The film's soundtrack is composed by Shankar–Ehsaan–Loy and Dhruv Ghanekar while the lyrics are written by Amitabh Bhattacharya and Ishitta Arun.

| No. | Title | Lyrics | Singer(s) | Length |
|---|---|---|---|---|
| 1. | "She's On Fire" | Badshah, Hiten Kumar | Badshah, Nikhita Gandhi | 2:45 |
| 2. | "Namonishan" | Amitabh Bhattacharya | Nikhita Gandhi, Shankar Mahadevan | 4:20 |
| 3. | "So Ja Re" | Ishitta Arun | Sunidhi Chauhan, Hariharan | 5:13 |
| 4. | "Babul" | Traditional | Richa Sharma | 3:43 |
| 5. | "Barood" | Amitabh Bhattacharya | Sunidhi Chauhan | 4:12 |
| 6. | "Dhaakad Title Song" | Ishitta Arun | Vasundhara Vee | 5:40 |
| Total length: |  |  |  | 25:53 |

==Release==

=== Theatrical ===
Dhaakad was released theatrically on 20 May 2022 along with Kartik Aaryan starrer Bhool Bhulaiyaa 2. The film was initially scheduled for a Diwali (November) 2020 release but due to the COVID-19 pandemic the film got postponed. The film was postponed again and a new release date, 8 April 2022, was announced on 18 October 2021.

=== Distribution ===
The film was distributed by Zee Studios.

=== Home media ===
The film premiered on 1 July 2022 on ZEE5 under subscription but, during the ZEE5 Manoranjan Festival, it was made free-to-air until 1 January 2023.

== Reception ==
=== Critical response ===

Shalini Langer of The Indian Express gave 3.5/5 stars and wrote "A slick action film that is also coherent – Kangana Ranaut-Divya Dutta-Arjun Rampal film is an achievement." Rachana Dubey of The Times Of India gave 3/5 stars and wrote "It would have been great if along with the superb action and terrific visuals, the story, too, could have packed a punch." Sonil Dedhia of News 18 gave 3/5 stars and wrote "Kangana Ranaut's solid performance in 'Dhaakad' combined with high-impact stunt work puts a stamp on her as a formidable female action star." Pooja Biraia Jaiswal of The Week gave 3/5 stars and wrote "Dhaakad is a popcorn film; an almost-edge-of-the-seat action thriller led by an able cast, spectacular action sequences and meticulous execution." Nandini Ramnath of Scroll.in gave 2/5 stars and wrote "Dhaakad makes little effort to credibly localise its themes."
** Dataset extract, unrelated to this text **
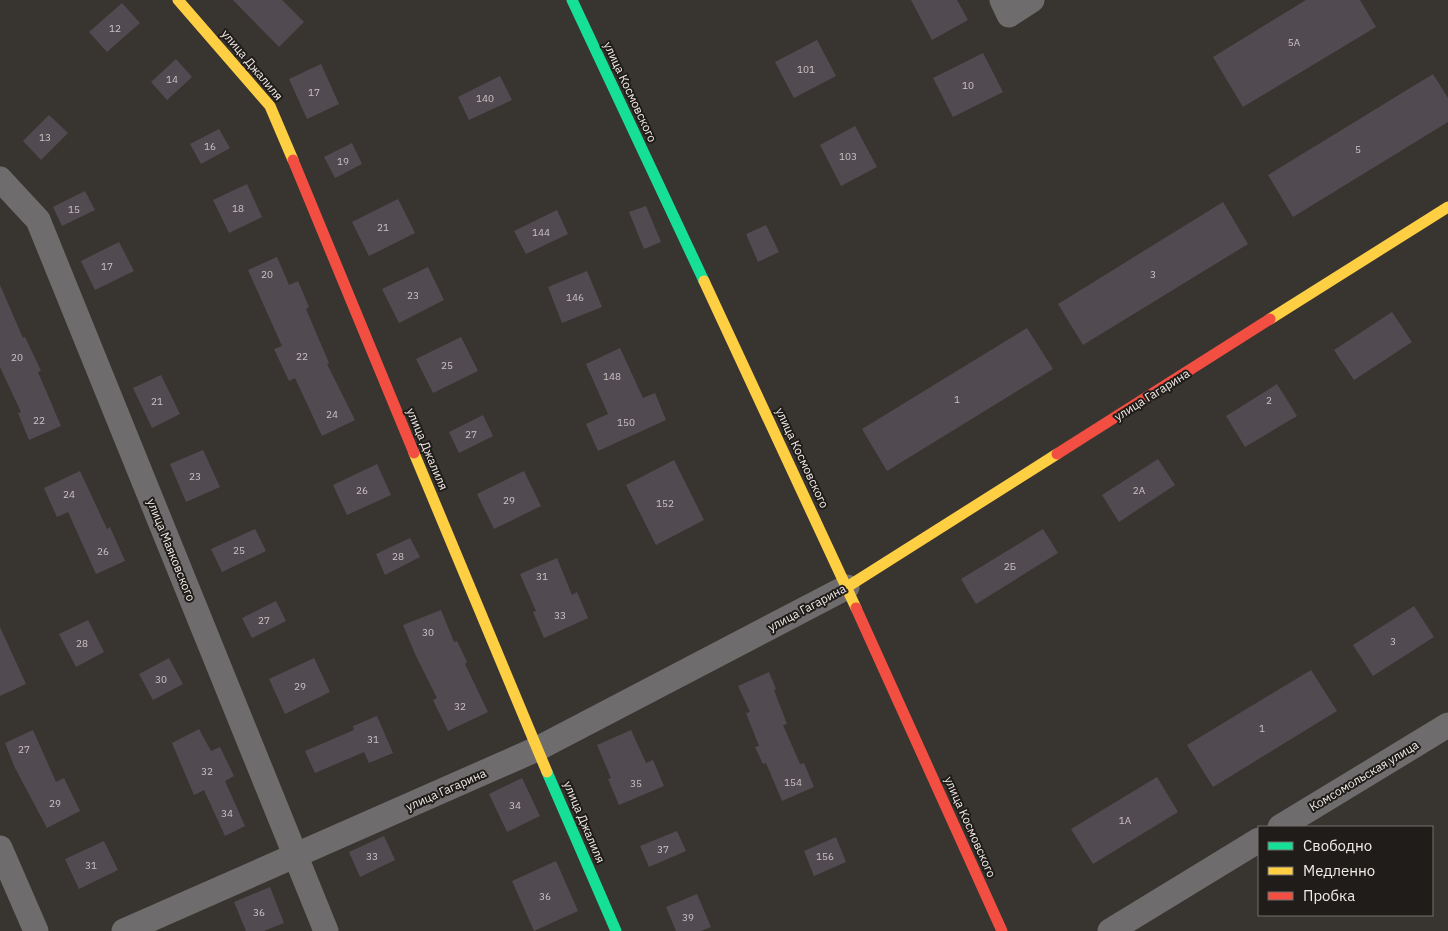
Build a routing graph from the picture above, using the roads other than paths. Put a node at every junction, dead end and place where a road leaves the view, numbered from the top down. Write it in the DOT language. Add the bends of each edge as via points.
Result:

Bharathi Pradhan of Lehren gave 1.5/5 stars and wrote "Dhaakad is singularly unimaginative in its presentation and execution." Sukanya Verma of Rediff gave 2/5 stars and wrote "Kangana Ranaut ticks off all the boxes of the poker-faced spy model in Dhakaad, but the movie needs real rescuing". Bollywood Hungama gave 1.5/5 stars and wrote "Dhaakad is all style and no substance and fails to deliver entertainment value." Anna M.M. Vetticad of Firstpost gave 0.5/5 stars and wrote "Dhaakad is marred by extremely violent scenes, vacuous writing, dull direction and is boring-as-hell." Swati Chopra of The Quint gave 1/5 stars and wrote, "Dhaakad's stunt choreography and camera work by Tetsua Nahata is impressive and that's what makes the film somewhat bearable."

===Box office===
Dhaakad was a major box office bomb, with most of its shows discontinued from cinemas within one week of release.